Rosie Nightingale Homecare provides care to 49 people living in their own homes, including; older people, people living with dementia and people with physical disabilities. The service is based in the Harwood, Horwich and Westhoughton areas of Bolton with a head office in Bolton. At our last inspection we rated the service good. At this inspection we found the evidence continued to support the rating of good and there was no evidence or information from our inspection and ongoing monitoring that demonstrated serious risks or concerns. This inspection report is written in a shorter format because our overall rating of the service has not changed since our last inspection.
The service continued to protect people from the risk of harm or abuse. Safeguarding policies and procedures were robust and had been followed when required. Staff could identify safeguarding concerns and knew how to raise them appropriately.
Risk assessments had identified the individual risks people needed support to manage and plans had been developed to minimise the potential for harm. Environmental risk assessments ensured staff were aware of potential hazards at each property they visited.
Staff had been recruited safely with all necessary checks being completed prior to them starting to work with people. Staffing was sufficient to support people safely. No one told us they felt rushed.
Medicines were managed safely. Staff had received training in medicines. Regular spot checks and audits ensured records were accurate.
People were protected from the risk of infection. Staff were trained in infection control and had access to appropriate equipment, including gloves and aprons which had been supplied by the service.
The service learned from their experience and improved their practice in response to incidents. One example had been developing a more effective system for recording variable dose medicines such as warfarin.
People's needs had been assessed prior to their package of care starting. Care plans had been developed to meet people's needs which reflected good practice guidance.
Staff had received appropriate training and had the necessary skills and knowledge to provide care and support effectively. Some staff had completed further qualifications, including NVQ 2 and 3.
People received support to maintain their nutrition. The service had introduced cooking skills in their recruitment processes to ensure staff could provide meal support as preferred by the service users.
The service worked cooperatively with other organisations and services to ensure people received a coordinated level of care and support.
The service had supported people to access health services in a timely way. They had also promoted health and wellbeing by addressing broader issues such as isolation, communication needs and emotional wellbeing.
People signed their care plans to indicate they had consented to them. Staff were aware of the importance of gaining consent before providing care and support. The service was working within the principles of the Mental Capacity Act (2005) and had considered people's capacity in relation to specific decisions about their care and support.
People told us staff were caring and kind and went the extra mile for them. Relatives praised the commitment and dedication of the staff and service.
People's rights were included in the service user guide which was kept in the care record in people's homes. These rights included statements in relation to dignity, respect and equality.
The service had made efforts to understand people's communication needs and preferences. There had been several examples of individual communication strategies being developed to maximise individuals choice and control.

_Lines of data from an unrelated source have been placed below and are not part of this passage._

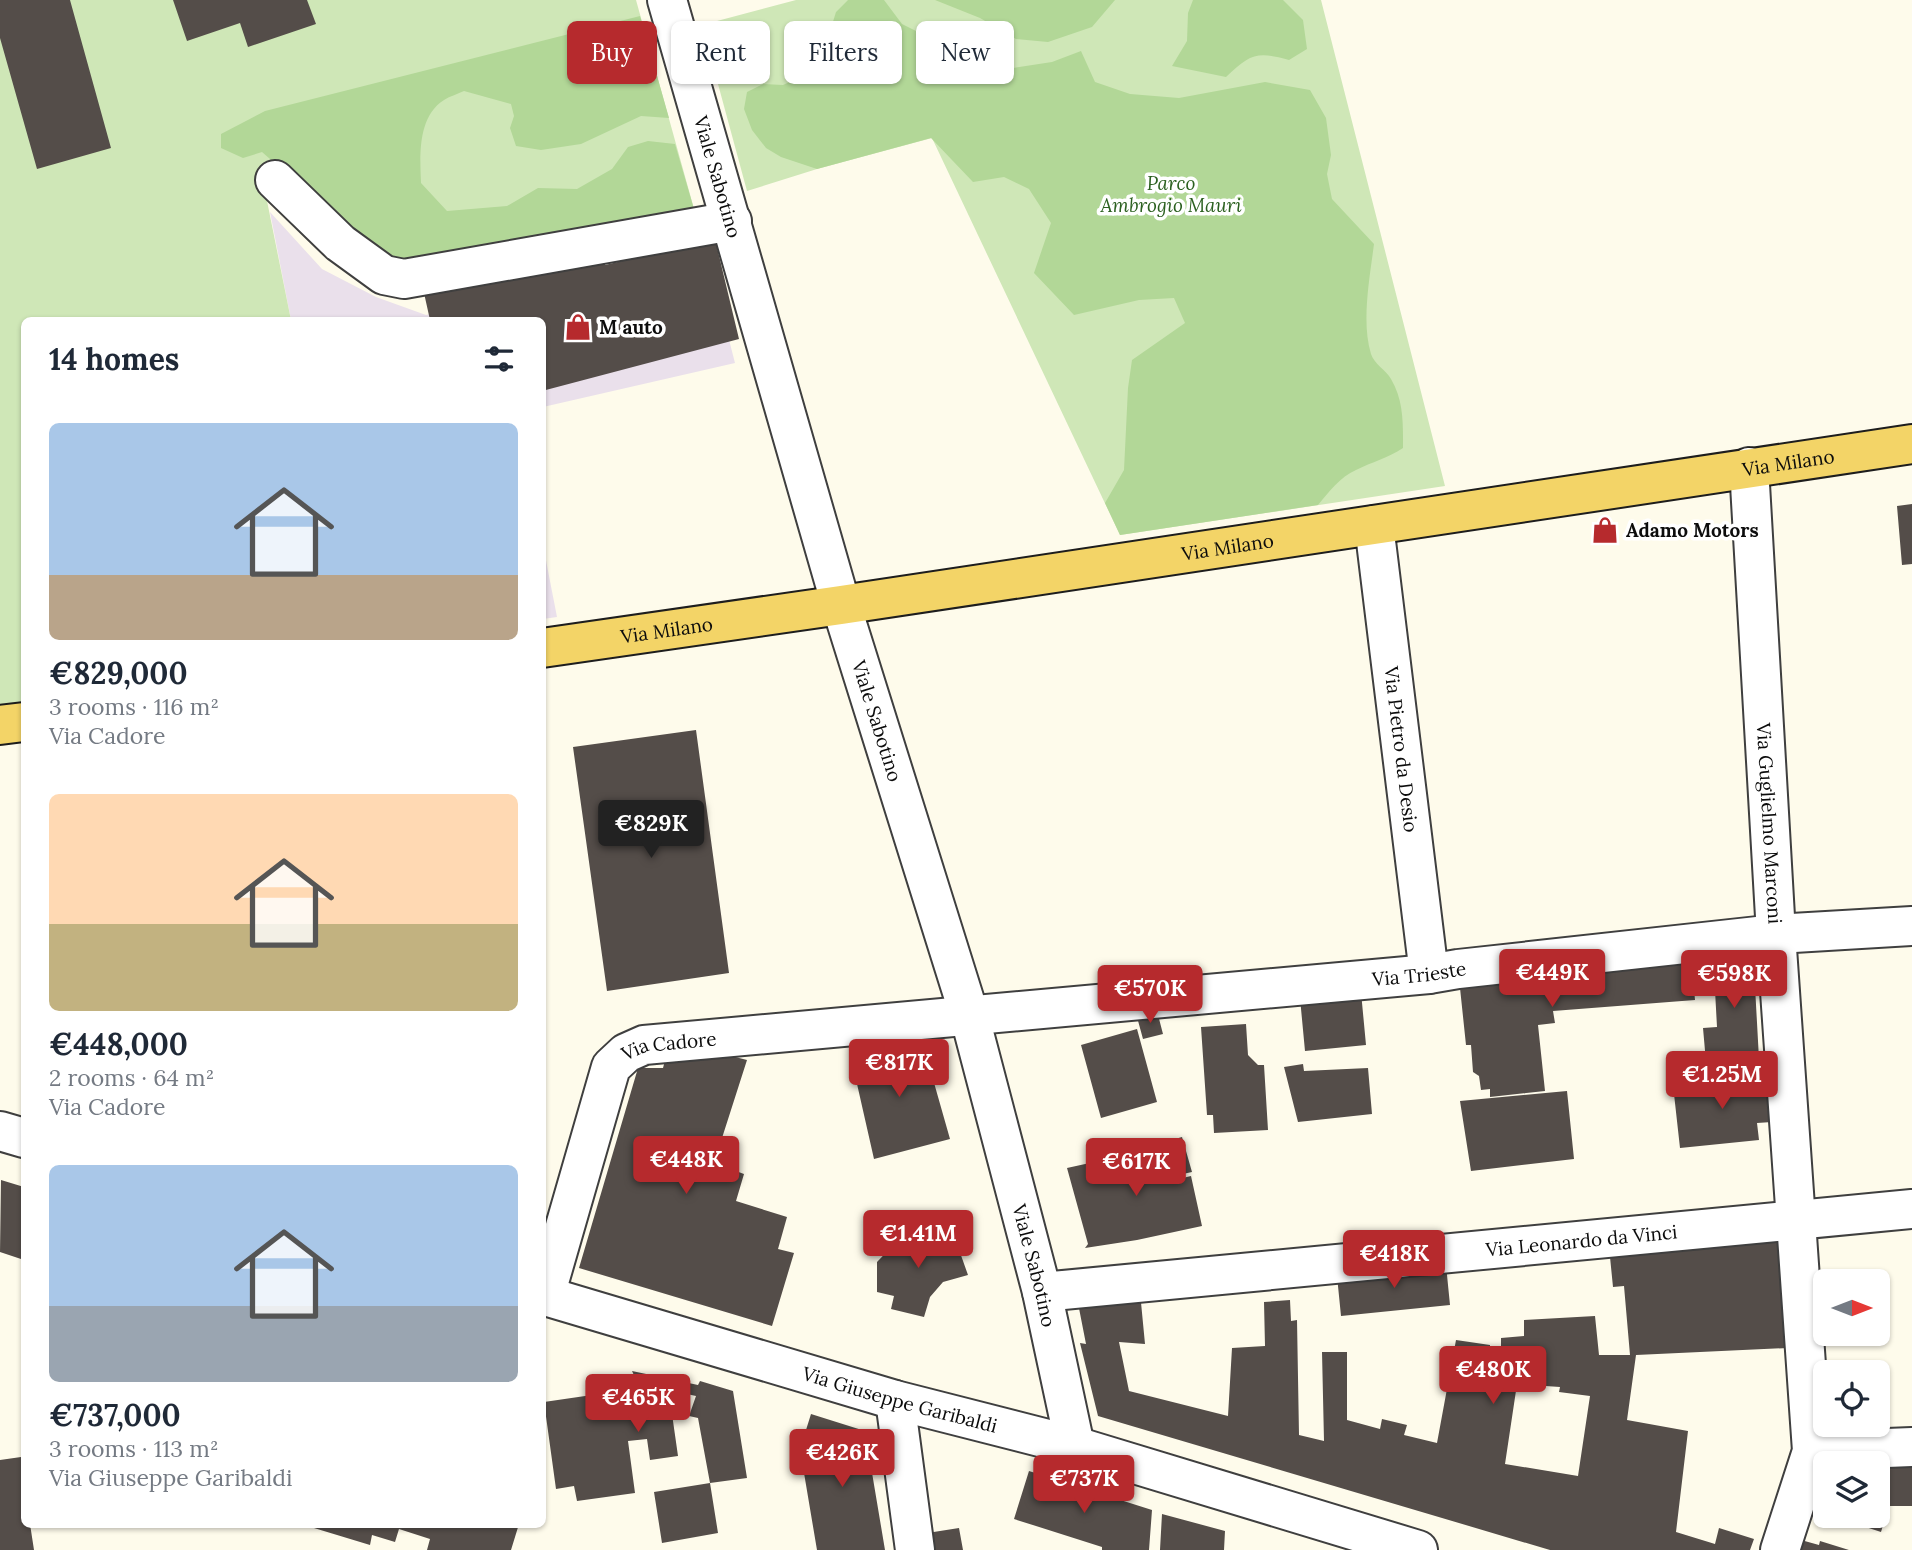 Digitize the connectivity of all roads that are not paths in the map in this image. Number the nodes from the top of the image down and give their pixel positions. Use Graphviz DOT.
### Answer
graph roads {
  1 [pos="667,0"];
  2 [pos="275,180"];
  3 [pos="732,221"];
  4 [pos="1912,444"];
  5 [pos="1749,467"];
  6 [pos="1374,525"];
  7 [pos="841,605"];
  8 [pos="546,647"];
  9 [pos="21,722"];
  10 [pos="0,725"];
  11 [pos="1912,926"];
  12 [pos="1776,934"];
  13 [pos="1430,974"];
  14 [pos="969,1014"];
  15 [pos="0,1131"];
  16 [pos="21,1137"];
  17 [pos="1912,1209"];
  18 [pos="1794,1220"];
  19 [pos="546,1288"];
  20 [pos="1042,1292"];
  21 [pos="546,1296"];
  22 [pos="895,1399"];
  23 [pos="1075,1446"];
  24 [pos="1912,1447"];
  25 [pos="1812,1451"];
  26 [pos="1373,1543"];
  27 [pos="915,1550"];
  28 [pos="1418,1550"];
  29 [pos="1780,1550"];
  1 -- 3 [label="street, Viale Sabotino"];
  2 -- 3 [label="street"];
  3 -- 7 [label="street, Viale Sabotino"];
  4 -- 5 [label="main road, Via Milano"];
  5 -- 6 [label="main road, Via Milano"];
  5 -- 12 [label="street, Via Guglielmo Marconi"];
  6 -- 7 [label="main road, Via Milano"];
  6 -- 13 [label="street, Via Pietro da Desio"];
  7 -- 8 [label="main road, Via Milano"];
  7 -- 14 [label="street, Viale Sabotino"];
  9 -- 10 [label="main road"];
  11 -- 12 [label="street, Via Trieste"];
  12 -- 13 [label="street, Via Trieste"];
  12 -- 18 [label="street, Via Guglielmo Marconi"];
  13 -- 14 [label="street, Via Trieste"];
  14 -- 19 [label="street, Via Cadore"];
  14 -- 20 [label="street, Viale Sabotino"];
  15 -- 16 [label="street"];
  17 -- 18 [label="street, Via Leonardo da Vinci"];
  18 -- 20 [label="street, Via Leonardo da Vinci"];
  18 -- 25 [label="street, Via Guglielmo Marconi"];
  20 -- 23 [label="street, Viale Sabotino"];
  21 -- 22 [label="street, Via Giuseppe Garibaldi"];
  22 -- 23 [label="street, Via Giuseppe Garibaldi"];
  22 -- 27 [label="street"];
  23 -- 26 [label="street, Via Giuseppe Garibaldi"];
  24 -- 25 [label="street"];
  25 -- 29 [label="street, Via Guglielmo Marconi"];
  26 -- 28 [label="street, Via Giuseppe Garibaldi"];
}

People's views on the care they received were sought through an annual survey and also informally throughout the year.
People continued to receive care which was personalised and responsive to their needs. Care plans were person centred and reflected the person's choices, background and preferences.

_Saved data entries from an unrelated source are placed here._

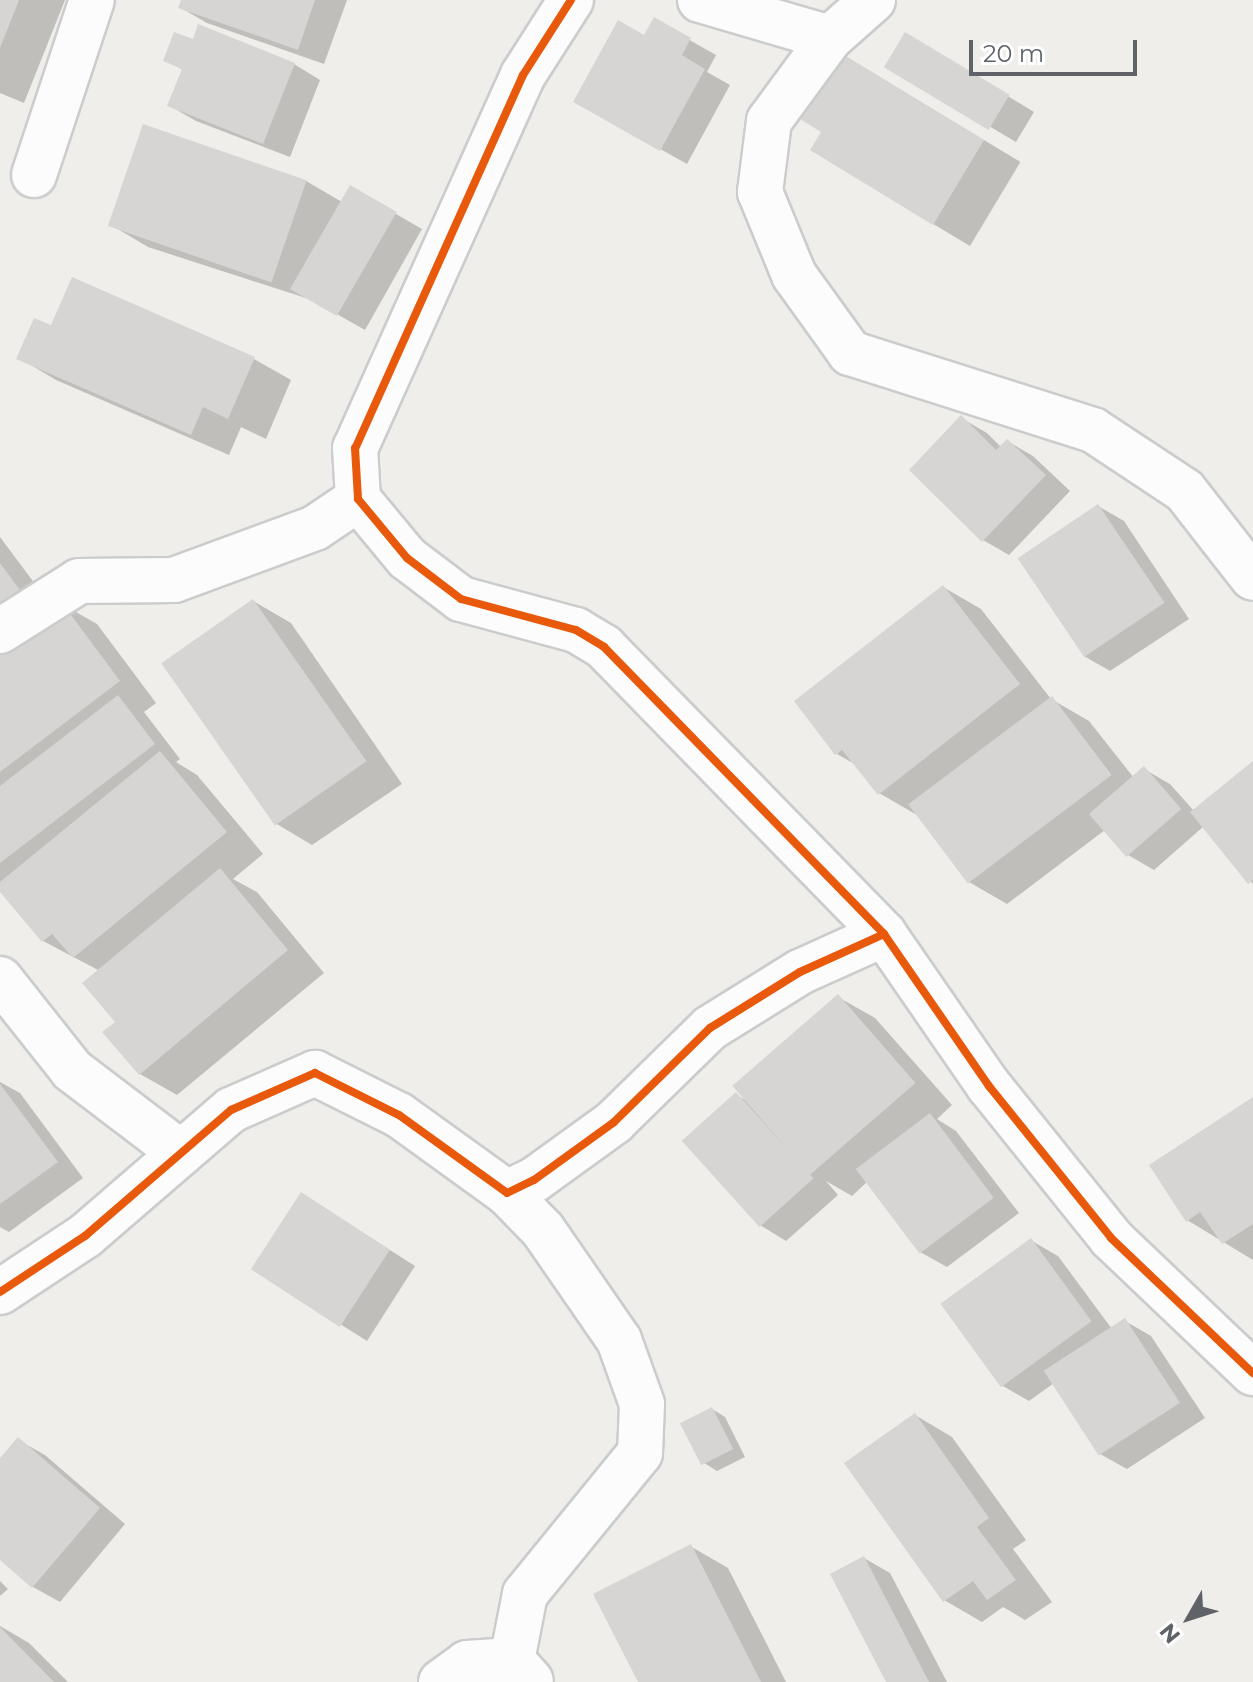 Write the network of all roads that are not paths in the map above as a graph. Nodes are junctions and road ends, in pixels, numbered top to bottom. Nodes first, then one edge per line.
1 (92, 0) edge
2 (571, 0) edge
3 (700, 0) edge
4 (873, 0) edge
5 (830, 38) junction
6 (34, 175) dead end
7 (358, 499) junction
8 (1253, 578) edge
9 (0, 631) edge
10 (884, 934) junction
11 (0, 979) edge
12 (181, 1153) junction
13 (507, 1193) junction
14 (0, 1292) edge
15 (1253, 1373) edge
16 (522, 1671) edge
17 (441, 1682) edge

1 - 6 street
2 - 7 street
3 - 5 street
4 - 5 street
5 - 8 street
7 - 9 street
7 - 10 street
10 - 13 street
10 - 15 street
11 - 12 street
12 - 13 street
12 - 14 street
13 - 16 street
16 - 17 street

There was a complaints policy which had been followed when required. People were aware of how to raise any concerns and reported being responded to quickly.
People had been supported at the end of their life to have as comfortable and pain free death as possible. Though the service did not provide this type of support routinely this had increased recently. The service worked with people, their families and community based health professionals to ensure a coordinated compassionate service.
The service had a clear set of values and commitment to providing high quality care. Statements about this had been included in the service user guide. Staff were aware of the values and culture of the service and felt committed to achieving these goals.
The people who used the service and staff all praised the registered manager and said they found them to be clear about standards and to be approachable and supportive.
The service had effective governance and auditing systems to ensure care had been provided as detailed in the care plans and professional standards had been maintained. Any gaps identified by audits had been addressed.
The service had regular quality assurance meetings with the local authority who told us they experienced a good level of cooperation from the service who they reported worked very closely with them.
Effective communication systems had been developed using technology to ensure the team were up to date with any changes in policy and practice. Staff also used a secure social media app to communicate with each other throughout their shifts.
An annual staff survey invited staff to comment on what was going well and what could be improved. The registered manager had responded to some of the improvements suggested but had not always informed staff they had done this.
The service works with partner organisations and stakeholders and have shared their skills and knowledge.